LOS NEOCAROLINGIOS. Por Carmen Pastor Sirvent.
En el 843 el imperio carolingio fue troceado por el tratado de Verdún, un paso notable en el hundimiento del orden público según se concebía en los tiempos de la Roma imperial. Los pequeños señores se encontraron a sus anchas en muchas regiones de la Europa Occidental, a la par que los vikingos emprendieron incursiones devastadoras. Los labradores buscaron protección ante los desmanes y la economía adquirió un sesgo más comarcal, más auto-suficiente. Fue el momento más duro de la Edad Media, cuando emergió el feudalismo, fundamentado en la prestación del vasallaje a un señor a cambio del otorgamiento de un beneficio.
Durante décadas, varias generaciones han asimilado estos planteamientos, que hoy en día ya no suscitan la misma unanimidad. Los medievalistas han estudiado en profundidad otros territorios, más allá de los del Norte de las antiguas Galias, como Sajonia, el Lacio o Cataluña. Las ideas sobre la autoridad pública a la romana se mantuvieron con matices entre el 843 y el 1000 junto con una pequeña propiedad campesina. Los mandatarios del monarca pudieron invocar, en ocasiones, la defensa de la seguridad común a la hora de convocar una fuerza pública. La esclavitud al modo romano se ocultó tras las expresiones de la servidumbre en algunas regiones mediterráneas. La revolución del año mil, la del asalto de los guerreros contra la autoridad pública, terminaría de degradar la condición campesina y de fortalecer los lazos señoriales. Pierre Bonnassie desarrolló tales planteamientos y en España José María Mínguez intentó aplicarlos para entender la crisis de la monarquía leonesa en el siglo X. Bajo esta óptica, la Castilla de hombres libres de Claudio Sánchez-Albornoz no parece tan excepcional.
La preservación de la tradición romana y la aparición de nuevas formas de vida, que anteriormente se adjudicaba al asentamiento de los pueblos germanos dentro de los anteriores límites imperiales, hoy en día se analiza de forma más matizada. Dominique Barthélemy, con criterios antropológicos, ha destacado la importancia de la faida o represalia guerrera en la aparición de la sociedad feudal. No se trató de una venganza familiar rudimentaria, sino de un golpe de mano contra los dominios y los hombres de otro señor guerrero para reconducirlo a la alianza o a la sumisión. En este caos medido también participaron los eclesiásticos e incluso los santos, según los autores de distintas hagiografías. Las paces y las treguas de Dios posteriores serían el fruto de su evolución. En esta línea gradualista, Barthélemy no se decanta por hablar de revolución feudal.

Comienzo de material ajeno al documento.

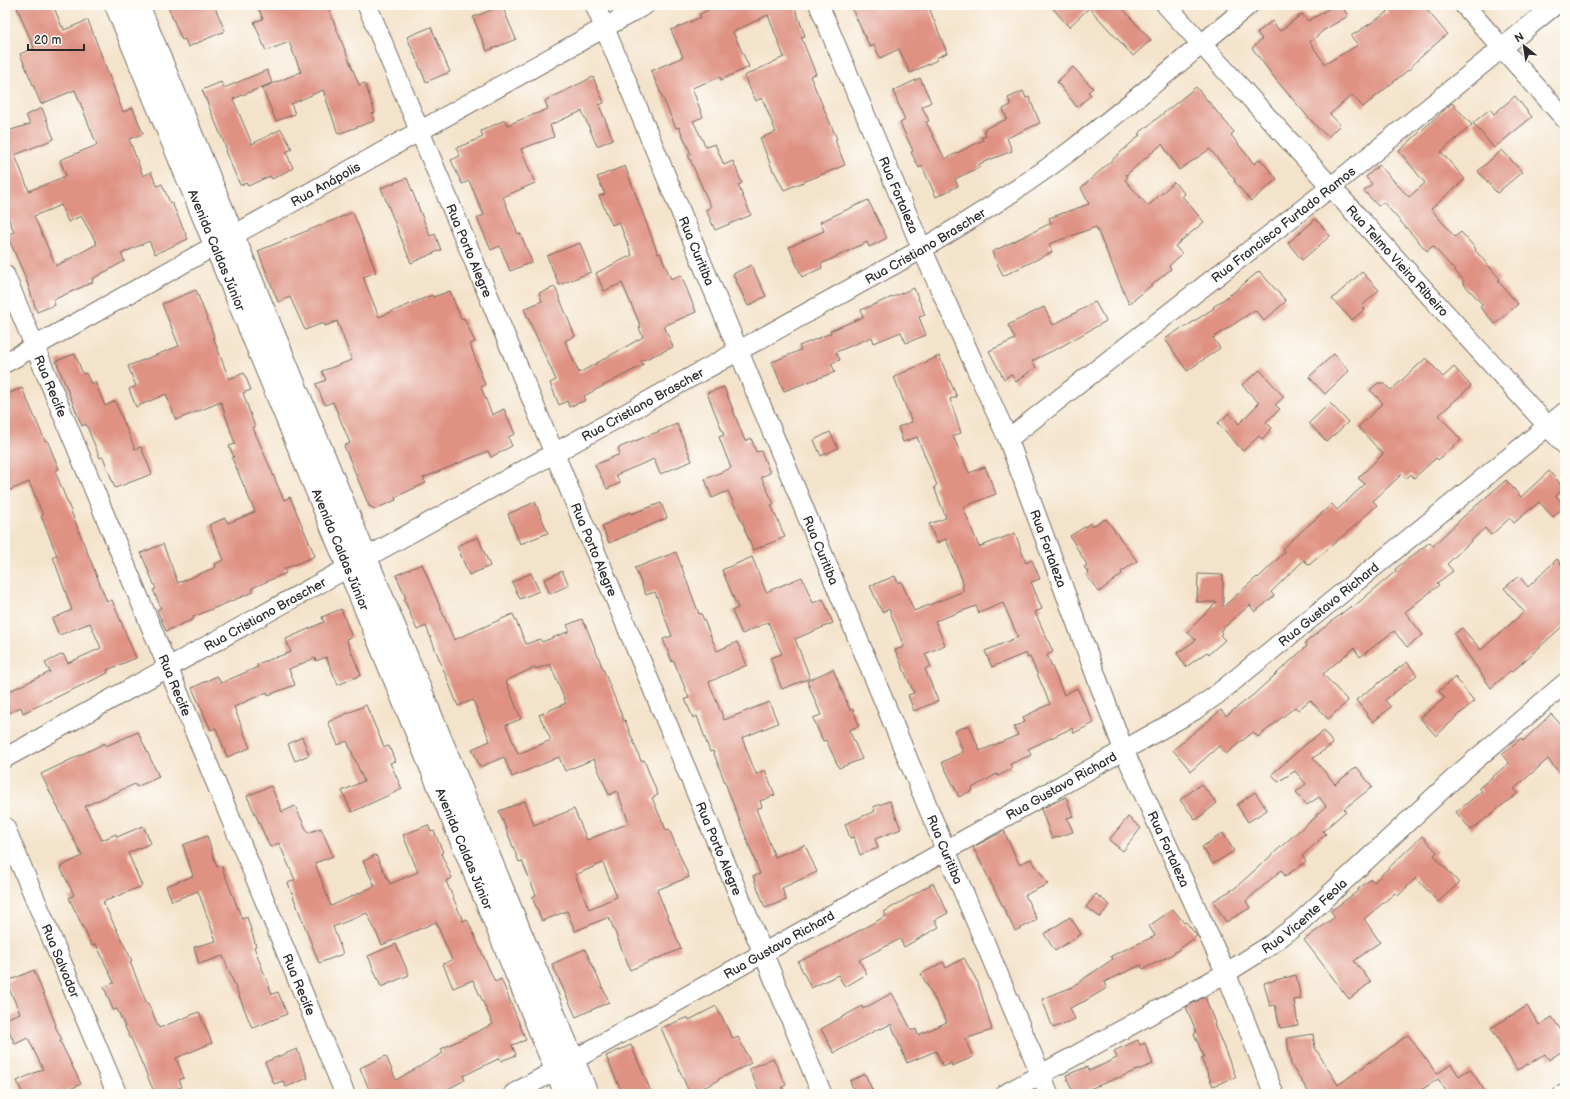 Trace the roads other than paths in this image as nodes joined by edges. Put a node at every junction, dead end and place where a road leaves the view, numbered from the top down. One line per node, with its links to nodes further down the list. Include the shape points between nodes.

Los señores, entre los que cabe comprender a los reyes, buscaron con estas acciones sumar seguidores, los caballeros que escalaron las posiciones de la nobleza. Sus combates, dentro de una referencia ideal que no descartaba una cierta autoridad pública, alentaron las expediciones militares de los vikingos, a veces auténticas campañas de ejércitos que buscaban prisioneros y objetos preciosos. Con el paso del tiempo, los comandantes vikingos no tuvieron empacho en participar del magmático mundo político de la Europa Occidental, como demuestra la experiencia inglesa y normanda, cuyo colofón fue la obra de Guillermo el Conquistador.

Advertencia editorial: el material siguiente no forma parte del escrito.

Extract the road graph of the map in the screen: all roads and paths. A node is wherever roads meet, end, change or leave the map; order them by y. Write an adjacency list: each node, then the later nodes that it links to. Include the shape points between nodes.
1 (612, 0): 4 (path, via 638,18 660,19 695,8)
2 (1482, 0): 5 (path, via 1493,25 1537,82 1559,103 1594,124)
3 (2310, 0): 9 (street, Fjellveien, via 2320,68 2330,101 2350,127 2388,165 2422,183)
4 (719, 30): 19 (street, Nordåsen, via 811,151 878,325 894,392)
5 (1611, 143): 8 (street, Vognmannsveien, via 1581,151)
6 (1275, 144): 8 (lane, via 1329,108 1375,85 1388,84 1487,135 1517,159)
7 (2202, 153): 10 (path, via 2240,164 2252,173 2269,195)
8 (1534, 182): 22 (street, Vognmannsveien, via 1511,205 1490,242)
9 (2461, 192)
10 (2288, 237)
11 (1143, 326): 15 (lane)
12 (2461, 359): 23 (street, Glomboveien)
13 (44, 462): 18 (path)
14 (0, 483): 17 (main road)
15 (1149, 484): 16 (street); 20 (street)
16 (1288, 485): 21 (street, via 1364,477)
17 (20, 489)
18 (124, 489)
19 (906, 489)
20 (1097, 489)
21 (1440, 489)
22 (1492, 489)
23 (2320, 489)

En los siglos IX y X el comercio a larga distancia no quedó en manos de los intrépidos vikingos, al modo de cómo lo estudió Henri Pirenne. En la Europa Mediterránea, según se aprecia en Italia, la nobleza guerrera nunca abandonó las ciudades ni dejó de interesarse por las formas del comercio. El mercado no fue ajeno al mundo feudal. Las luchas entre facciones nobiliarias en urbes tan sobresalientes como Roma dieron bríos a la intervención de emperadores germanos como Otón I, que en la estela de Carlomagno alentó su coronación en la Ciudad Eterna. Quizá a la época comprendida entre el 843 y el 1000 cabría denominarla por todo ello neocarolingia, que a su modo presentaría ciertos paralelismos con el neogoticismo coetáneo en la península Ibérica.